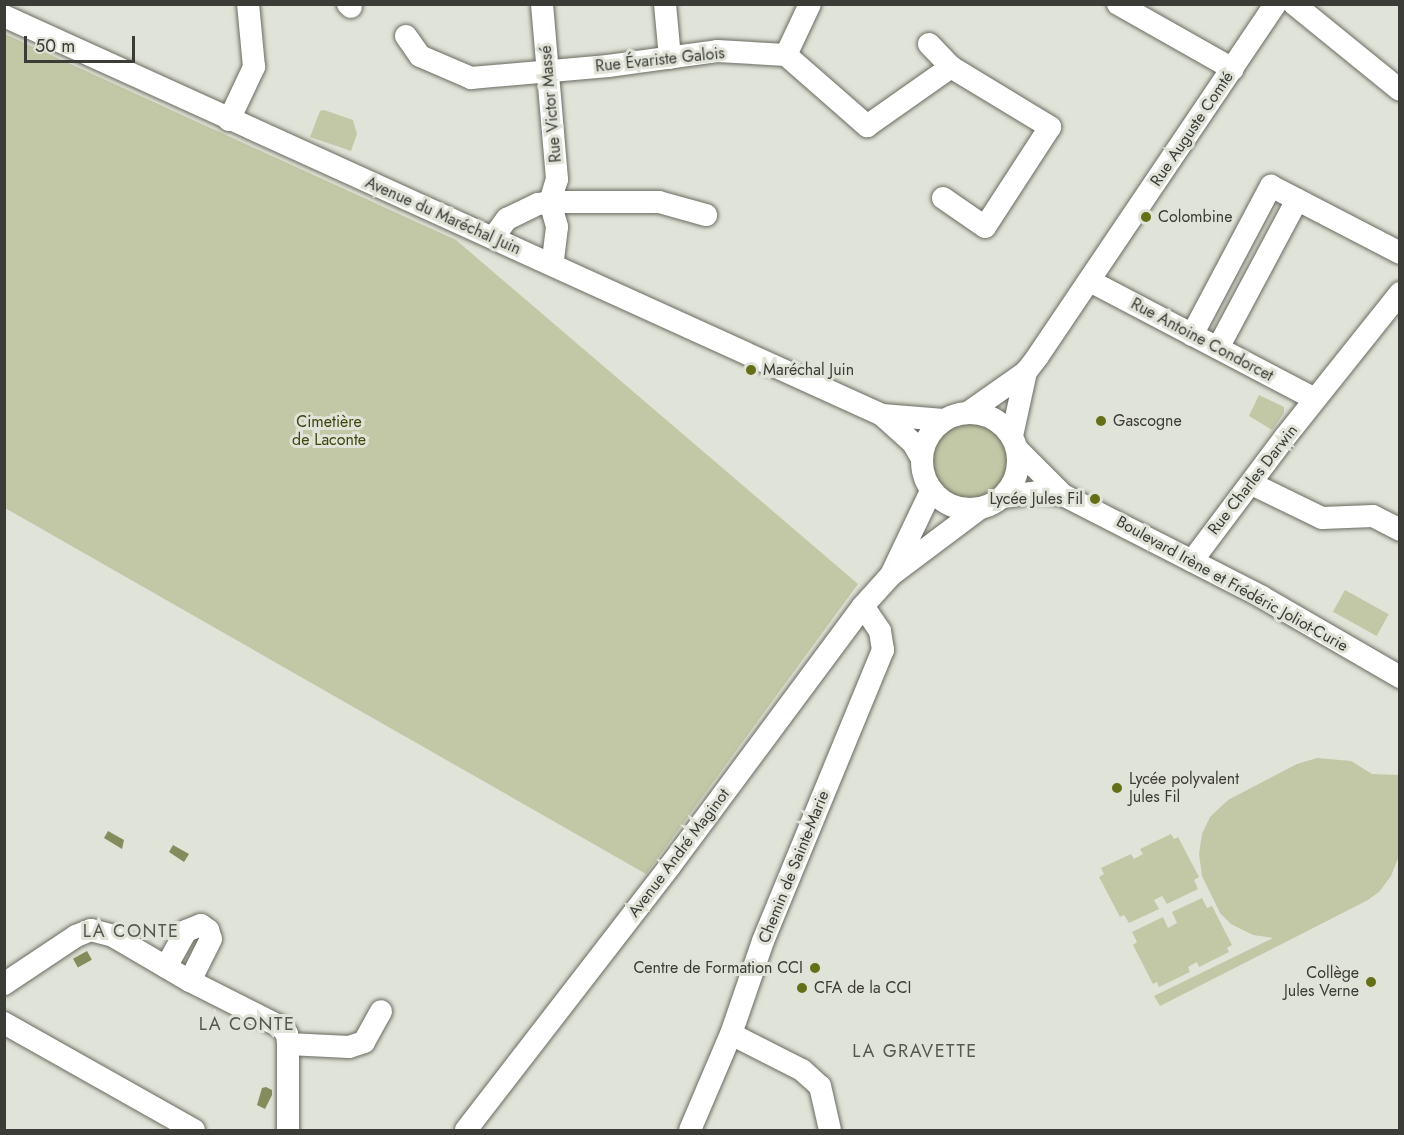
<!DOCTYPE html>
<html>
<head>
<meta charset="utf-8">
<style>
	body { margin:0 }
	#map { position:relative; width:1404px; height:1135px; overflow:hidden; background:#e0e3d7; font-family:Jost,sans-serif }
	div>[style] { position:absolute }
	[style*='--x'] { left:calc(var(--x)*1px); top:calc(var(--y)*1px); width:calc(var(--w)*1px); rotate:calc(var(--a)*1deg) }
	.green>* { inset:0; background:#c2c8a6; transform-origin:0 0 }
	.round { border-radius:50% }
	.water>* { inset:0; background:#848c5e; transform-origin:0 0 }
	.roads { filter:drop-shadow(0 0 2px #696b61) drop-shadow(0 0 2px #696b61) }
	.minor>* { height:22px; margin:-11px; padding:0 11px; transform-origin:11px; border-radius:11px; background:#fff }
	.minor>.ring { margin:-11px; padding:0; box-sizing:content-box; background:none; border:22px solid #fff; border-radius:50% }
	.dots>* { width:16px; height:16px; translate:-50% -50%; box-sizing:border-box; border:3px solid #e0e3d7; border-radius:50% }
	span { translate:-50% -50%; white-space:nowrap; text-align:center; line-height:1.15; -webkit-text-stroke:6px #e0e3d7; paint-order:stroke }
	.street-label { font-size:16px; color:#3b3b37 }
	.poi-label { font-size:16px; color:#3b3b37 }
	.left { translate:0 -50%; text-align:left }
	.right { translate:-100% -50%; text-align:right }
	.park-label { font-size:16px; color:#3e450d }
	.neighbourhood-label { font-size:18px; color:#56584e; letter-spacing:1.5px }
	.frame { position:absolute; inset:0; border:6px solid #3b3b37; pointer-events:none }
	.scale { position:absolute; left:24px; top:36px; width:111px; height:27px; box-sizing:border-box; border:3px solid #3b3b37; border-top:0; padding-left:8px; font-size:18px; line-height:21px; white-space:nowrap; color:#3b3b37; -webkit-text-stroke:4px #e0e3d7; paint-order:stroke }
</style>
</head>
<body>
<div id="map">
	<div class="green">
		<i style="clip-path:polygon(5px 34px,456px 240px,858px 584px,646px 874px,5px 508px)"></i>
		<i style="clip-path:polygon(324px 110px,353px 120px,357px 134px,351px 151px,310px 137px,320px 111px)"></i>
		<i style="clip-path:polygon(1259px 395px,1284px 407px,1284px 413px,1272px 430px,1249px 416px)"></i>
		<i class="round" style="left:932px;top:422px;width:78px;height:78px"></i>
		<i style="left:1345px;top:590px;width:50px;height:25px;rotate:29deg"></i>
		<i style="clip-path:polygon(1317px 758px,1351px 761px,1372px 774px,1399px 775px,1399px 856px,1391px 876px,1379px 892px,1368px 900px,1160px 1006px,1154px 996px,1273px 938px,1253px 935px,1231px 924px,1220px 913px,1202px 876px,1199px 854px,1202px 834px,1210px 817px,1228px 800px,1297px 764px)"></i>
		<i style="clip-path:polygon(1171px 834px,1174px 839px,1178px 837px,1199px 877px,1194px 880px,1198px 889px,1167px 904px,1162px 896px,1154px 900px,1159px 909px,1129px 923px,1124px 915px,1120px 917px,1099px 877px,1104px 874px,1101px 868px,1131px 854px,1134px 859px,1143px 854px,1140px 849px)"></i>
		<i style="clip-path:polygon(1202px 898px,1207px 908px,1212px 906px,1232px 945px,1227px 948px,1229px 952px,1199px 967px,1197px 962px,1188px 967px,1190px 972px,1159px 987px,1157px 982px,1153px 984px,1133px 945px,1137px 942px,1132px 932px,1163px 917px,1168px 928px,1177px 923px,1172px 912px)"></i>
	</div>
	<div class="water">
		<i style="clip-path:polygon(108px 831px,124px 840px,122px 849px,104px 838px)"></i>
		<i style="clip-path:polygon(173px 845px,189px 854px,184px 862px,169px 852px)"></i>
		<i style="left:87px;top:951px;width:10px;height:16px;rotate:61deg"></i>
		<i style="clip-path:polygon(266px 1087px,272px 1090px,272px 1095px,265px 1109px,257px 1105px,262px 1088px)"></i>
	</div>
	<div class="roads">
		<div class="minor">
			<i style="--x:348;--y:4;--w:4;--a:45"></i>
			<i style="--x:542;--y:4;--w:176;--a:85.1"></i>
			<i style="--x:557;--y:179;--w:24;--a:107"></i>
			<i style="--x:550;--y:202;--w:109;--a:0"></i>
			<i style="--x:659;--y:202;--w:49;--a:15.5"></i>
			<i style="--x:665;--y:4;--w:54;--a:84.7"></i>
			<i style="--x:1118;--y:4;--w:132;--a:29.5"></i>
			<i style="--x:1294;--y:4;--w:136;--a:39.1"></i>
			<i style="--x:4;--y:16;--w:964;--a:24.44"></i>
			<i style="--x:882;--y:415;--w:42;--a:42.1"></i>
			<i style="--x:913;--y:443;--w:16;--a:60"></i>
			<i style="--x:406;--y:36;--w:24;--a:55"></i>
			<i style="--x:420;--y:56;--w:56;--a:23.3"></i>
			<i style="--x:471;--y:78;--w:138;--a:-5"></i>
			<i style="--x:608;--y:66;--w:110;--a:-7.8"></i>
			<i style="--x:717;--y:51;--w:69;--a:3.3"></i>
			<i style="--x:786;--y:55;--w:56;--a:-64.8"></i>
			<i style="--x:929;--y:44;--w:32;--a:46"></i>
			<i style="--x:786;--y:55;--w:108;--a:41.2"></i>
			<i style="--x:867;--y:126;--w:103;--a:-35.1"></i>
			<i style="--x:951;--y:67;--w:116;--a:31.2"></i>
			<i style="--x:1050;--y:127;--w:119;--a:123"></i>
			<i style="--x:985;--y:227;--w:51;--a:-145.4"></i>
			<i style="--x:229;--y:120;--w:59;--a:-64.7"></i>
			<i style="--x:254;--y:67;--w:63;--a:-95.4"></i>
			<i style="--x:493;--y:238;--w:24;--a:-54"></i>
			<i style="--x:507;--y:219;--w:34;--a:-26"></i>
			<i style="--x:538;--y:204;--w:12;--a:-9"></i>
			<i style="--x:550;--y:202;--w:26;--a:74"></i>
			<i style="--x:557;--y:227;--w:38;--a:97"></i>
			<i style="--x:1090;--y:281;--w:254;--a:27.7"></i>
			<i style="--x:1192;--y:335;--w:169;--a:-62.1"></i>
			<i style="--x:1271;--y:186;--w:145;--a:27.4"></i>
			<i style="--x:1218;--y:348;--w:168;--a:-61.9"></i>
			<i style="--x:969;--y:412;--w:70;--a:-35.1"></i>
			<i style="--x:1026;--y:372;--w:20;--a:-53"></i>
			<i style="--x:1038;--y:356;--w:424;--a:-56"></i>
			<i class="ring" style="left:922px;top:413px;width:74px;height:74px"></i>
			<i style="--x:882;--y:415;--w:62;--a:4.6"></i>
			<i style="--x:1012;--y:436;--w:66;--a:-77.7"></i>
			<i style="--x:1018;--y:450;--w:64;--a:45"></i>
			<i style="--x:1063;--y:495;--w:224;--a:27.1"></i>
			<i style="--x:1262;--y:597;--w:160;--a:30.1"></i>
			<i style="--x:1252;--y:484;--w:78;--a:25.9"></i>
			<i style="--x:1322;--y:518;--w:51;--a:-2.2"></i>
			<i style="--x:1373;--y:516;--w:30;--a:27"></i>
			<i style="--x:1003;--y:497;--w:36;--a:-8"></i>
			<i style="--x:1039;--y:492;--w:24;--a:7"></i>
			<i style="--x:1192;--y:561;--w:156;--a:-53.1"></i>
			<i style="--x:1286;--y:436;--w:183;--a:-51.4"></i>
			<i style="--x:891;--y:575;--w:93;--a:-64.5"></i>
			<i style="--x:166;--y:967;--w:41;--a:-60.9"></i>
			<i style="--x:186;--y:931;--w:16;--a:-22"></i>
			<i style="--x:201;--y:925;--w:9;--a:36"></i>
			<i style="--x:208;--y:930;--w:9;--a:72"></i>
			<i style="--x:211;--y:939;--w:47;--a:116.6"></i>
			<i style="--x:4;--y:984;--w:87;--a:-33.7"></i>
			<i style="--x:76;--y:936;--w:16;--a:-22"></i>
			<i style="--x:91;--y:930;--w:23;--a:15"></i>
			<i style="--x:113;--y:936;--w:89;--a:30.3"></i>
			<i style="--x:190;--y:981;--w:102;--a:26.8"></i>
			<i style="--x:281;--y:1027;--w:9;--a:49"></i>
			<i style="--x:287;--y:1034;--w:10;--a:84"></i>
			<i style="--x:288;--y:1044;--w:86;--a:90"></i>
			<i style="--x:4;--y:1023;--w:218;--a:29.4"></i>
			<i style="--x:731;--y:1034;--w:80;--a:26.9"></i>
			<i style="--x:802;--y:1070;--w:24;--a:42"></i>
			<i style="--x:820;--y:1086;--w:45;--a:77.2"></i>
			<i style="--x:288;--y:1044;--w:61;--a:2.8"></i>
			<i style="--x:349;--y:1047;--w:16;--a:-18"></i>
			<i style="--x:364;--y:1042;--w:35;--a:-61"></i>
			<i style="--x:466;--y:1130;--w:334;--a:-52.3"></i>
			<i style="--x:670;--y:866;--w:324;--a:-53.4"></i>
			<i style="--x:863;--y:606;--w:42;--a:-47.9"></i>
			<i style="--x:891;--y:575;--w:110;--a:-36.9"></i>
			<i style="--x:690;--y:1130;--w:104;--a:-66.9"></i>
			<i style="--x:731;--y:1034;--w:98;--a:-71"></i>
			<i style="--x:763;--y:941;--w:315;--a:-67.6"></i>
			<i style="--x:883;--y:650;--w:19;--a:-99"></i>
			<i style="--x:880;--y:631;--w:30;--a:-124"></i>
		</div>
	</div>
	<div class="dots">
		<i style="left:1146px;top:217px;background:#656f17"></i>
		<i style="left:751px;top:370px;background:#656f17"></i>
		<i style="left:1101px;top:421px;background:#656f17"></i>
		<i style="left:1095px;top:499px;background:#656f17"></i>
		<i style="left:1117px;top:788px;background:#656f17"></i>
		<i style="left:815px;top:968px;background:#656f17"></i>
		<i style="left:1371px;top:982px;background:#656f17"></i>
		<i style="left:802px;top:988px;background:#656f17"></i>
	</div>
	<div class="street-label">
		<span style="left:660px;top:60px;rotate:-6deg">Rue Évariste Galois</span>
		<span style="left:551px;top:104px;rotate:-95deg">Rue Victor Massé</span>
		<span style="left:1192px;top:129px;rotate:-56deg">Rue Auguste Comté</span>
		<span style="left:443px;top:216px;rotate:24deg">Avenue du Maréchal Juin</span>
		<span style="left:1202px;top:340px;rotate:28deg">Rue Antoine Condorcet</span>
		<span style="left:1253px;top:480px;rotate:-52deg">Rue Charles Darwin</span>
		<span style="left:1232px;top:584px;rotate:29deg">Boulevard Irène et Frédéric Joliot-Curie</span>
		<span style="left:679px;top:853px;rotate:-53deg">Avenue André Maginot</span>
		<span style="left:794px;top:867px;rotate:-68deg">Chemin de Sainte-Marie</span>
	</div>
	<div class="poi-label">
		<span class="left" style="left:1158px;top:217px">Colombine</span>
		<span class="left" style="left:763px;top:370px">Maréchal Juin</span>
		<span class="left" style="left:1113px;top:421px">Gascogne</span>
		<span class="right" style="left:1083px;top:499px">Lycée Jules Fil</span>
		<span class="left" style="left:1129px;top:788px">Lycée polyvalent<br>Jules Fil</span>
		<span class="right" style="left:803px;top:968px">Centre de Formation CCI</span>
		<span class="right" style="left:1359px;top:982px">Collège<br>Jules Verne</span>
		<span class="left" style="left:814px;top:988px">CFA de la CCI</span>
	</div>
	<div class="park-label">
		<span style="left:329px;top:431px">Cimetière<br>de Laconte</span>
	</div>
	<div class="neighbourhood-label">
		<span style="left:131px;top:931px">LA CONTE</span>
		<span style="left:247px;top:1024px">LA CONTE</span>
		<span style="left:915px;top:1051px">LA GRAVETTE</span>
	</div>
	<div class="frame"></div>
	<div class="scale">50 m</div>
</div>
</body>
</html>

EXERCISE AIM:
I'd like the lines above from the one with "position:relative; width:1404px; height:1135px;" up to and including the one with "filter:drop-shadow(0 0 2px" copied exactly, with no other lines.

THE ANSWER:
	#map { position:relative; width:1404px; height:1135px; overflow:hidden; background:#e0e3d7; font-family:Jost,sans-serif }
	div>[style] { position:absolute }
	[style*='--x'] { left:calc(var(--x)*1px); top:calc(var(--y)*1px); width:calc(var(--w)*1px); rotate:calc(var(--a)*1deg) }
	.green>* { inset:0; background:#c2c8a6; transform-origin:0 0 }
	.round { border-radius:50% }
	.water>* { inset:0; background:#848c5e; transform-origin:0 0 }
	.roads { filter:drop-shadow(0 0 2px #696b61) drop-shadow(0 0 2px #696b61) }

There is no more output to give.